The husband then hears ‘through the telephone his wife’s frenzied appeals for help and Rougon’s savage threats and final murderous shots’.[36] The Marquis’s second play, Daily Life, was based on the opening chapters of the recently published sensational novel, The Turnpike House (1902)  by Fergus Hume,[37] which tells ‘the story of a wife whose love is turned to fierce hatred by the drunkenness and cruelty of her husband, a hatred shared as intensely by her ten-year-old son. At a crisis in the gloomy story, the drunken father enters the bare room in which his well-nurtured wife has been reduced by his habits. His son, who had been discussing his father with his mother, greets him savagely knife in hand’. In the novel, it is the boy who ultimately kills the father, but in the Marquis’s version, ‘a savage struggle ensues [in which] the mother plunges the knife her husband has wrested from his son into her husband’s heart, and amid the breathless silence of the audience [the father] falls a corpse on the stage.’ [38] In The Other Danger, patricide becomes matricide when the desperate and out-of-work protagonist unknowingly kills his own mother. A Beater of Women is less overtly violent. This was a dramatization of Israel Zangwill’s novella, ‘The Woman Beater’ (1900),[39] in which a ‘celebrity’ poet and Oxford scholar finds himself provoked to violence by the prevarication and emotional betrayal of his lover.

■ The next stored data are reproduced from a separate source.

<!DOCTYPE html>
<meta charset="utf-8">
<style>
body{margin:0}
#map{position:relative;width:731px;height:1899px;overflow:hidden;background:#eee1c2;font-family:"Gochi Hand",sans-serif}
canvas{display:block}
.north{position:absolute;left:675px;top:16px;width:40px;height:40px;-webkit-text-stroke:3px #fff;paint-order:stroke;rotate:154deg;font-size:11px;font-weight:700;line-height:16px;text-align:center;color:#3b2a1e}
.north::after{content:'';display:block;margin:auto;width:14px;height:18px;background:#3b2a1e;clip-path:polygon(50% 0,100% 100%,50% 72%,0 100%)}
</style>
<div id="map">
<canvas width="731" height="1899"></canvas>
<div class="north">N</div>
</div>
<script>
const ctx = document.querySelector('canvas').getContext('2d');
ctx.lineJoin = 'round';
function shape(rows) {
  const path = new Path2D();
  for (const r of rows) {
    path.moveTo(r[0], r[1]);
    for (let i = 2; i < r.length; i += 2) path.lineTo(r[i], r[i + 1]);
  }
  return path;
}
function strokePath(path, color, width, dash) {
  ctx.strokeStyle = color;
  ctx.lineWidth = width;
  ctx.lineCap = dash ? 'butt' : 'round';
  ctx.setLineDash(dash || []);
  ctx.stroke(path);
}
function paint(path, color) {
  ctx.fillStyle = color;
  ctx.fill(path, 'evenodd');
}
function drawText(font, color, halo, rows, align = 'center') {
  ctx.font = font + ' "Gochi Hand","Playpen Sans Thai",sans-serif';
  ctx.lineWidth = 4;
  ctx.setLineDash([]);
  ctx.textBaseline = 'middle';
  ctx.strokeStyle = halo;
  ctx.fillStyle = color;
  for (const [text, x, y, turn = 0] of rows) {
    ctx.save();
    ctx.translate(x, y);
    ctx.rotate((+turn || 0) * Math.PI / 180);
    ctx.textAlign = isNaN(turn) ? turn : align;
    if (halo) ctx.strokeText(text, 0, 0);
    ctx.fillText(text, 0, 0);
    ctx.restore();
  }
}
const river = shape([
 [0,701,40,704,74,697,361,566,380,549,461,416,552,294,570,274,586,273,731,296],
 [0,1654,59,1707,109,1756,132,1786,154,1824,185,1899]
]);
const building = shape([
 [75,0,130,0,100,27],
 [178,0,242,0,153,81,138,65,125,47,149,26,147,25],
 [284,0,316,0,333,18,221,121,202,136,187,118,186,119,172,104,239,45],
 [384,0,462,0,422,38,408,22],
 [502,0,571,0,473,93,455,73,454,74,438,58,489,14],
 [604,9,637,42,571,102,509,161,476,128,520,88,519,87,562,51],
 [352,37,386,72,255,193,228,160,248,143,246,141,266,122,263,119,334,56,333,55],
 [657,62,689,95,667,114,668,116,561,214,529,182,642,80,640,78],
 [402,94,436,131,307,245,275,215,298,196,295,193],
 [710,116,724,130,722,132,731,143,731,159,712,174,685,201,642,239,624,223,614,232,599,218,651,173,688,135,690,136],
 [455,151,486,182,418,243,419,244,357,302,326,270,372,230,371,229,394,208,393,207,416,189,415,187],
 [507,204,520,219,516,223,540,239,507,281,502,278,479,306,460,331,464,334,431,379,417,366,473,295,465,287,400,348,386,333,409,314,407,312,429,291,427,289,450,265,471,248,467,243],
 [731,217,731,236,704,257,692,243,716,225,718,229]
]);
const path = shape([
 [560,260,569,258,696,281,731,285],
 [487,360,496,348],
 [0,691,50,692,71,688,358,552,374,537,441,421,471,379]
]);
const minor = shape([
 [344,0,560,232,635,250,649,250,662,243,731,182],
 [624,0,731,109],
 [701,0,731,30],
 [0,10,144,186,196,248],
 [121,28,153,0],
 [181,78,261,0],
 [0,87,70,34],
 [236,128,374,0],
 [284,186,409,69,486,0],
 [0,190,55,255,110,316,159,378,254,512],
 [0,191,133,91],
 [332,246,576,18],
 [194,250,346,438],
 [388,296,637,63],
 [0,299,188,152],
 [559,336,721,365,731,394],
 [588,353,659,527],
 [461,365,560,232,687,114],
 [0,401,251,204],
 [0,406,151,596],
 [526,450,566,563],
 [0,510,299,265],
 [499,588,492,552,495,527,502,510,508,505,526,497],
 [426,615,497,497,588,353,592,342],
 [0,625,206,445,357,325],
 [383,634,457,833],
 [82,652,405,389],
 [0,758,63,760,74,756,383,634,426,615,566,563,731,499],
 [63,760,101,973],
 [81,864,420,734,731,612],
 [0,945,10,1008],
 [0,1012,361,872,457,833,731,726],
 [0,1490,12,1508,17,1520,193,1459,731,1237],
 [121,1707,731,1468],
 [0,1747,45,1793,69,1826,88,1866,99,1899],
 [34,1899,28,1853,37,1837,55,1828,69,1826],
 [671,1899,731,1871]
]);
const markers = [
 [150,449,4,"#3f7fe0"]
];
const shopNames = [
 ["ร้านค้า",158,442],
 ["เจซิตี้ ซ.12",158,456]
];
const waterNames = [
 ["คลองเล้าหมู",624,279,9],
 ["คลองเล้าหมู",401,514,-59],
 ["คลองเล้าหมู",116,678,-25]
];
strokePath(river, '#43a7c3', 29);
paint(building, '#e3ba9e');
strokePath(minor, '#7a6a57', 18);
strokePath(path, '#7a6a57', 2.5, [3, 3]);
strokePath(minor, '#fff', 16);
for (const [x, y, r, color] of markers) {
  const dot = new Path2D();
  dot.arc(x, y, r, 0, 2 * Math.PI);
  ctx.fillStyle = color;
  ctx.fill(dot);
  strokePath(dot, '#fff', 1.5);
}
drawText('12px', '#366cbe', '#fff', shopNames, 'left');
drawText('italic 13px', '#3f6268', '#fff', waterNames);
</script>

Performances of The Voice of the Night and Daily Life seem to have found enthusiastic audiences with the Gaiety Theatre, ‘crowded beyond the doors far down the corridor, night after night’.[40] The only comments to have emerged on A Beater of Women are less effusive – that the scenery and the drama were ‘excellent and much appreciated’,[41]  and the confectionary in Scene 3 was ‘supplied by a Bangor confectioner’.[42] A similarly muted response is found in reviews of The Other Danger. A performance at Penrhyn Hall (a rather utilitarian venue compared to the aesthetically-brilliant Gaiety Theatre) had only ‘a cordial reception’ from its ‘large and fashionable audience’.[43]

The Marquis’s own performances were, however, generally well-received. At the opening night, as Pierre Rougon, ‘his lordship infused more life into the piece than the rest of the actors, who possessed but an elementary knowledge of their lines, and the voice of the prompter was heard too often…’. Things had improved at a later performance, and  

Rougon’s savage threats and final murderous shots, was [judged] a piece of consummate acting, and combined with the furious energy of the scene at the other end of the telephone, enacted by the Marquis of Anglesey and Miss Yates, to hold the audience in a horrified silence…. The tumultuous outburst of applause which lasted several minutes, rewarded the players…[44]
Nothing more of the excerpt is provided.